What the task asks:
Print the listing below a second time, exactly, and omit its images.

Records for this task:
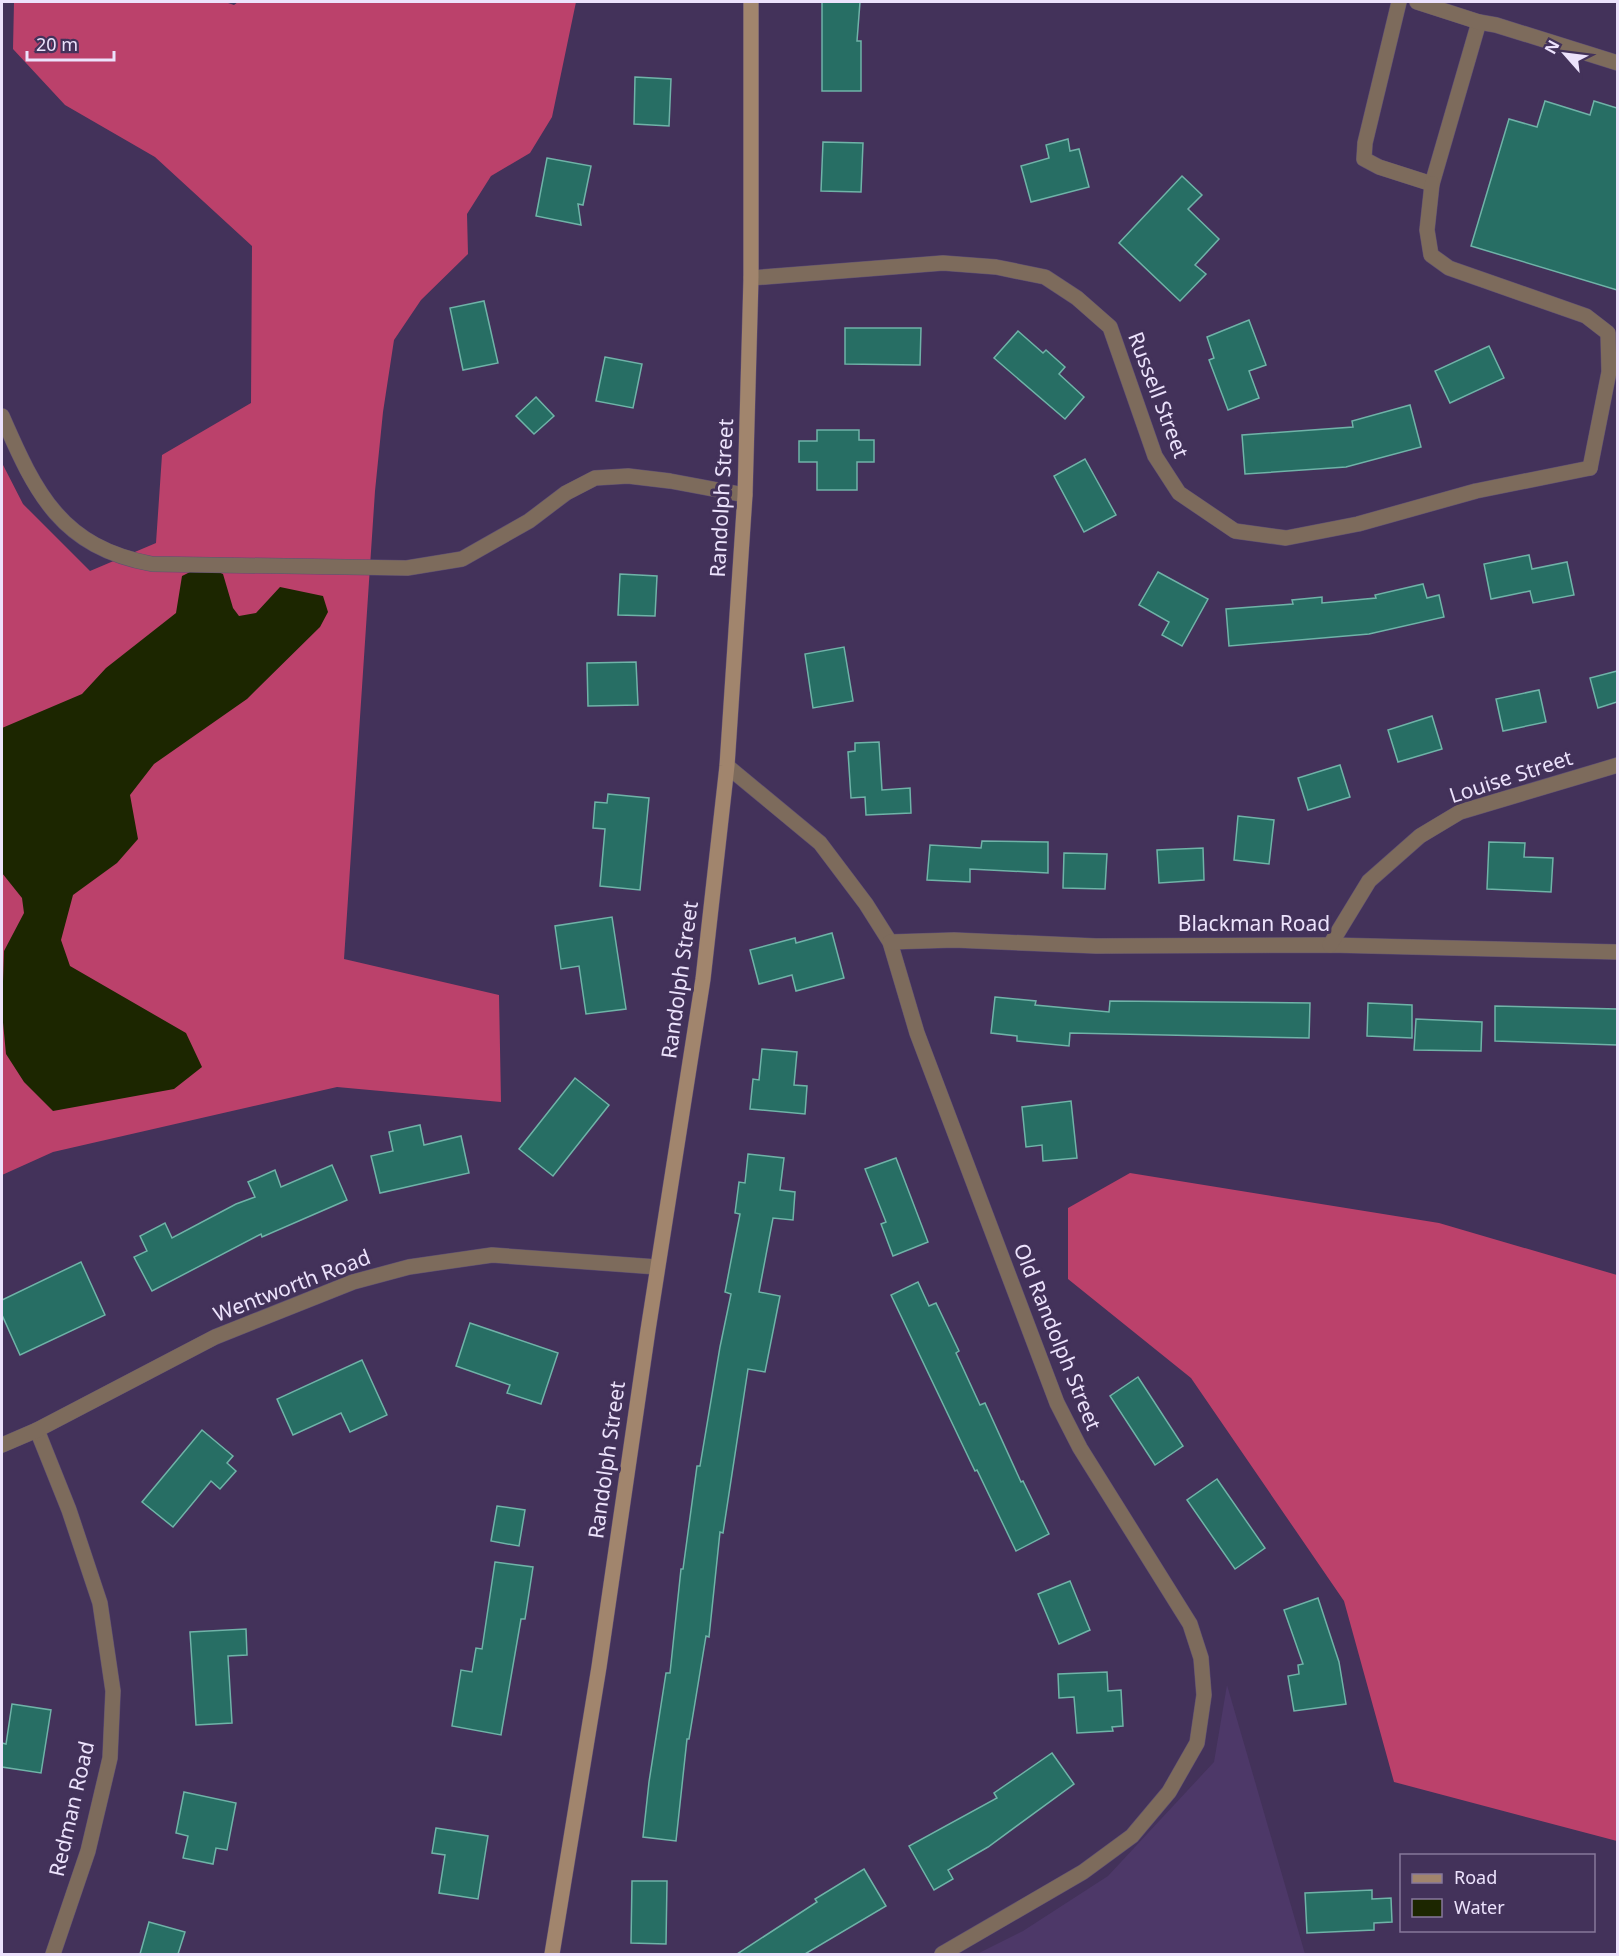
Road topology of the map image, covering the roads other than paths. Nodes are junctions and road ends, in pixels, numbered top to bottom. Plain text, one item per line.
1 (751, 2) edge
2 (1399, 2) edge
3 (1417, 2) edge
4 (1479, 22) junction
5 (1617, 63) edge
6 (1432, 184) junction
7 (751, 278) junction
8 (2, 416) edge
9 (745, 495) junction
10 (1617, 765) edge
11 (726, 766) junction
12 (890, 942) junction
13 (1330, 945) junction
14 (1617, 952) edge
15 (657, 1266) junction
16 (37, 1430) junction
17 (2, 1445) edge
18 (53, 1954) edge
19 (552, 1954) edge
20 (942, 1954) edge

1 - 7 main road, Randolph Street
2 - 6 street
3 - 4 street
4 - 5 street
4 - 6 street
6 - 7 street, Russell Street
7 - 9 main road, Randolph Street
8 - 9 street
9 - 11 main road, Randolph Street
10 - 13 street, Louise Street
11 - 12 street, Old Randolph Street
11 - 15 main road, Randolph Street
12 - 13 street, Blackman Road
12 - 20 street, Old Randolph Street
13 - 14 street, Blackman Road
15 - 16 street, Wentworth Road
15 - 19 main road, Randolph Street
16 - 17 street, Wentworth Road
16 - 18 street, Redman Road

Result:
Road topology of the map image, covering the roads other than paths. Nodes are junctions and road ends, in pixels, numbered top to bottom. Plain text, one item per line.
1 (751, 2) edge
2 (1399, 2) edge
3 (1417, 2) edge
4 (1479, 22) junction
5 (1617, 63) edge
6 (1432, 184) junction
7 (751, 278) junction
8 (2, 416) edge
9 (745, 495) junction
10 (1617, 765) edge
11 (726, 766) junction
12 (890, 942) junction
13 (1330, 945) junction
14 (1617, 952) edge
15 (657, 1266) junction
16 (37, 1430) junction
17 (2, 1445) edge
18 (53, 1954) edge
19 (552, 1954) edge
20 (942, 1954) edge

1 - 7 main road, Randolph Street
2 - 6 street
3 - 4 street
4 - 5 street
4 - 6 street
6 - 7 street, Russell Street
7 - 9 main road, Randolph Street
8 - 9 street
9 - 11 main road, Randolph Street
10 - 13 street, Louise Street
11 - 12 street, Old Randolph Street
11 - 15 main road, Randolph Street
12 - 13 street, Blackman Road
12 - 20 street, Old Randolph Street
13 - 14 street, Blackman Road
15 - 16 street, Wentworth Road
15 - 19 main road, Randolph Street
16 - 17 street, Wentworth Road
16 - 18 street, Redman Road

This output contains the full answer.